Amy and I disembarked, walking along the tarmac of the small airport. The mountains of home surrounded me like a warm blanket, even with the bitter winter wind biting at my skin. We emerged at arrivals and I zeroed my parents out immediately. My usually immaculate mother was wearing faded jeans and a hoodie, her face free of makeup, eyes rimmed red, she looked gaunt and grief had settled over ever inch of her small frame. My father was staunch, strong, as usual, his arms around my mother. His eyes were the only things that betrayed him. They were full of sorrow and devastation. All of a sudden I was engulfed in my mothers arms.
“Oh Gwennie, my baby.” She sobbed clutching me to her.
I felt my fathers strong arms circle around us both, I looked up at him to see his eyes glistening as he kissed my head. I clung to what remained of my family.
Chapter 18
2 months later
“You know what mum, I think this gardening thing is actually growing on me.” I informed her, my hands digging through the soil.
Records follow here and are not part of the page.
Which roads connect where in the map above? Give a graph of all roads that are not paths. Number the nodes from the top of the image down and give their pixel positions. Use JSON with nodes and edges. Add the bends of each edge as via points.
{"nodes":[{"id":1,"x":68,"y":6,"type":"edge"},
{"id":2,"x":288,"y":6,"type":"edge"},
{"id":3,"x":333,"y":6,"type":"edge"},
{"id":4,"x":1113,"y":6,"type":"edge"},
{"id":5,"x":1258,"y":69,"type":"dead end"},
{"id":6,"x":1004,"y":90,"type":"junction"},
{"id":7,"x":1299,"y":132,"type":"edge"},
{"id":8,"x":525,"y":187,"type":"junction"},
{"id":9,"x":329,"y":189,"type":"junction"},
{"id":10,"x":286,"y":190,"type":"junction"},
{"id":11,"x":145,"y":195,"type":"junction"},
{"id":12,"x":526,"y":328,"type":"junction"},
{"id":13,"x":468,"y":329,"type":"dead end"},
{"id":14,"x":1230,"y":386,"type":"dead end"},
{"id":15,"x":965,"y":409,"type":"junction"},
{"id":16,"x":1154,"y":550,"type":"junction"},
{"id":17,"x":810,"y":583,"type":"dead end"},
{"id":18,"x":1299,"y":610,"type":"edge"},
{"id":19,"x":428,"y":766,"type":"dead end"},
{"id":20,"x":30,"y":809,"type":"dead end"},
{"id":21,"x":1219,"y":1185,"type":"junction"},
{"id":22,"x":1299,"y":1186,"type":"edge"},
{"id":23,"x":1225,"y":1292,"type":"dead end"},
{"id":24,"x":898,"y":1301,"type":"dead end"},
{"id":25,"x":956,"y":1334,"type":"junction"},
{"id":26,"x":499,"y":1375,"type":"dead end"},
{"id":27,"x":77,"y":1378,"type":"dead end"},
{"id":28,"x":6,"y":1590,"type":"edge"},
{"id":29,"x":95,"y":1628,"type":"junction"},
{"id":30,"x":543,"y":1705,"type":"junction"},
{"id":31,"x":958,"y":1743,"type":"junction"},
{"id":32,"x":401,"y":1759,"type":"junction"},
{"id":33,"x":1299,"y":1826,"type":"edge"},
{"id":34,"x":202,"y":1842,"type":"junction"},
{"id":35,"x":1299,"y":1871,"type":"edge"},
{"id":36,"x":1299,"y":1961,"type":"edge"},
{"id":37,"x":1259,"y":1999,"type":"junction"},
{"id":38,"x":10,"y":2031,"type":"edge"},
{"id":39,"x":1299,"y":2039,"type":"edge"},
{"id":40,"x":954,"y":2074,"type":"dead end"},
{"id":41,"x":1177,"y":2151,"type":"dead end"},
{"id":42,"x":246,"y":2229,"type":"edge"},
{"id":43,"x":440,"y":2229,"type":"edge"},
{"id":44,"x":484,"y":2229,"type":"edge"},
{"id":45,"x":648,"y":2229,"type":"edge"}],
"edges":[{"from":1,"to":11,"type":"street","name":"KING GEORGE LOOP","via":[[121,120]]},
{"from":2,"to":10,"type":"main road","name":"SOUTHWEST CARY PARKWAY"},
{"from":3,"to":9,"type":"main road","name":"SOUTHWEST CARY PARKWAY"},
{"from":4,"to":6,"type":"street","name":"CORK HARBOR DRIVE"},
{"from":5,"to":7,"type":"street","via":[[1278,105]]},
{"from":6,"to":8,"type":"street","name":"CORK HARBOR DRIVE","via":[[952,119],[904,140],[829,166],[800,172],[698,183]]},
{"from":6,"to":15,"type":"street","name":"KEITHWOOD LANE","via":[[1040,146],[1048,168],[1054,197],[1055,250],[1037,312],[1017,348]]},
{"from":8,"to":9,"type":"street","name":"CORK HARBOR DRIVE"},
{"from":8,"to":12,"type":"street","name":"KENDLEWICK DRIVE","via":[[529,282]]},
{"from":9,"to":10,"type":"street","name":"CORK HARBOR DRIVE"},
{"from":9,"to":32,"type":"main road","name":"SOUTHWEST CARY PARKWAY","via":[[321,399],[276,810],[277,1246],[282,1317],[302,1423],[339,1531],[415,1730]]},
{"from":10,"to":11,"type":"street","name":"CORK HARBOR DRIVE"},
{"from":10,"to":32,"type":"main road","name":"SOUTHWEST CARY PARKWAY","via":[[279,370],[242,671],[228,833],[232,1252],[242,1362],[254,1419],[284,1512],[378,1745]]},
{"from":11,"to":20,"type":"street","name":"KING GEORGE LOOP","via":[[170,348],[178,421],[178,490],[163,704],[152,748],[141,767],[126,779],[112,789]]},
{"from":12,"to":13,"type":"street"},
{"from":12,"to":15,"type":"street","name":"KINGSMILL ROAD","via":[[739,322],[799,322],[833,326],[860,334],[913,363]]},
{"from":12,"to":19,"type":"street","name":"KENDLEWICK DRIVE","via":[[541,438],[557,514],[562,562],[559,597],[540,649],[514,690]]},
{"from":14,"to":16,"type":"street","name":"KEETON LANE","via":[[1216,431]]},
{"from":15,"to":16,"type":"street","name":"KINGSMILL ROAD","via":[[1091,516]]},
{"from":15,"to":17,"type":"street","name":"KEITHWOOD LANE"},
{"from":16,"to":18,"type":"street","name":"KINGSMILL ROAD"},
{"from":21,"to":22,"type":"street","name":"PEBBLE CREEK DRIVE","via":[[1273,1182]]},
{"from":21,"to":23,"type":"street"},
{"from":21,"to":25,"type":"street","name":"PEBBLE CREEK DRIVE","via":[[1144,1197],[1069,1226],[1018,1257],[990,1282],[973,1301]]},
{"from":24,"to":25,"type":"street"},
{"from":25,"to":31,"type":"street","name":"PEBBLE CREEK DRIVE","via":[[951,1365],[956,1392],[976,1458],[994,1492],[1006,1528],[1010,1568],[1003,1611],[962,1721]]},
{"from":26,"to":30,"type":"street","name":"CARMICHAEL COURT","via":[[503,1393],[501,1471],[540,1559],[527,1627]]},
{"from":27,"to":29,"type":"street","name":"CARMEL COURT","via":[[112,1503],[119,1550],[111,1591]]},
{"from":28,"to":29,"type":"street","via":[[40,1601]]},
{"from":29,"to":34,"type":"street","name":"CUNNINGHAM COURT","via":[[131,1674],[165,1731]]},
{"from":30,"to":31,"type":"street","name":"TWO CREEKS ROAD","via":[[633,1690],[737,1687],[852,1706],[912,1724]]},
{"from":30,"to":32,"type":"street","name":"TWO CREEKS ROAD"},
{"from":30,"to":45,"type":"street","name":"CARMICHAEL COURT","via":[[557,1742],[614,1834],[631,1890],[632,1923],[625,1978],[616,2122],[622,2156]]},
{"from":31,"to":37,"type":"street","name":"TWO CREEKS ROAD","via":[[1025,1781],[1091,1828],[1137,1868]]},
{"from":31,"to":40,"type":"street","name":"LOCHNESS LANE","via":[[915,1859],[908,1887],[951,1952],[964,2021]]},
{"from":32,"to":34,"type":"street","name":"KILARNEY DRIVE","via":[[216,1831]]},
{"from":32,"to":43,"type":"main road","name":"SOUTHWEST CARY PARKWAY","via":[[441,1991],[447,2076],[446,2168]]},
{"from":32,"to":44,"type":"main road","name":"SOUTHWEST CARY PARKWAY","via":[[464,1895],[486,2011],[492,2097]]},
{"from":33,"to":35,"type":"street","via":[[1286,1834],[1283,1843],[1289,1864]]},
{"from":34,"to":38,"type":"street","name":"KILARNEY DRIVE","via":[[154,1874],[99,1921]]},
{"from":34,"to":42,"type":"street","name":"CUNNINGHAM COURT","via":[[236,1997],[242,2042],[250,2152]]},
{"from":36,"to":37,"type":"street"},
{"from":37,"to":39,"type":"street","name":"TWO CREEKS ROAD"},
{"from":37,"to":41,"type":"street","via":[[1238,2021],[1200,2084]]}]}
I held them up, inspecting my nails, which were caked with dirt. “Even if it destroys my manicure.”
My mother smiled. “Well it has only taken 25 years.” She replied dryly.
“And you are supposed to wear gloves.” She waved her bright pink flowered ones.
I turned my attention back down at the soil and sighed. “I like the feel of it between my fingertips, it’s…soothing.”
My mothers smile turned sad, I could tell her thoughts were turning to worry. And grief.
“Gwennie. Sweetheart, you know you need to talk, you can’t keep this bottled up. You haven’t even cried since the funeral.” Her voice was wobbly.
She was right. I hadn’t shed a tear since they had put my brother in the ground. Hadn’t spoken a word of him if I could avoid it, I couldn’t. I couldn’t open that dam, because I was afraid if I did I could never plug it back up. I couldn’t let myself let go of the carefully put together pieces of my soul. I would shatter.
I stood up abruptly, dusting my hands off on my already dirty dress.
“Mum. I don’t need to talk okay? Just let me be. Please stop pressuring me when I don’t have anything to say.”
She stood too, eyes glistening. “Gwen…” she looked as if she was going to push it.
“Okay my two best green thumbs, time to go, I’ve got us booked in for three.” Amy stood on the porch, her heels not permitting her from venturing onto the grass.
I would have laughed if I had had the ability, my Mahattanite best friend may have settled into life in the country alright but she was yet to adopt the gumboots that were second nature around here.
“What are you smirking at Martha Stewart? I know for a fact you are in desperate need of a manicure.” She shot at me.
Amy was trying as hard as she could to hide her grief. But it leaked out every now and then. I would watch her face grow dark and tears well in her eyes when something she said or did reminded her of…him. I was trying to ignore my own suffering as best I could so I focused on hers, she lost him too. The man she loved. We were both as broken as each other, trying to hide our wounds as best we could. The breeze rustled my dress, and my thoughts ventured downward to the round bulge of my stomach.
“I’m coming, just give the pregnant woman some slack, I’ll be waddling soon.” I made my way through our garden, Mum at my side.
“Soon?” Amy raised a brow. “I think I detect a slight waddle now.”
I gasped, grabbing my mother’s hand, turning to her in horror.
“Did you hear that Mum? She said I waddled. I’m not waddling. Am I?” I asked desperately.
My mother smiled through the pain that was in her eyes and touched my stomach lightly.
“Well I wasn’t going to say anything…” She joked, sneaking a glance at my so called best friend.
“Oh you two are pieces of work, making fun of the pregnant lady. You do get how delicate my hormones are right now? And that I am holding gardening scissors?” I glared at them both, shaking my weapon threateningly.
My mother rolled her eyes lovingly. “Shears, my doll they are called shears.”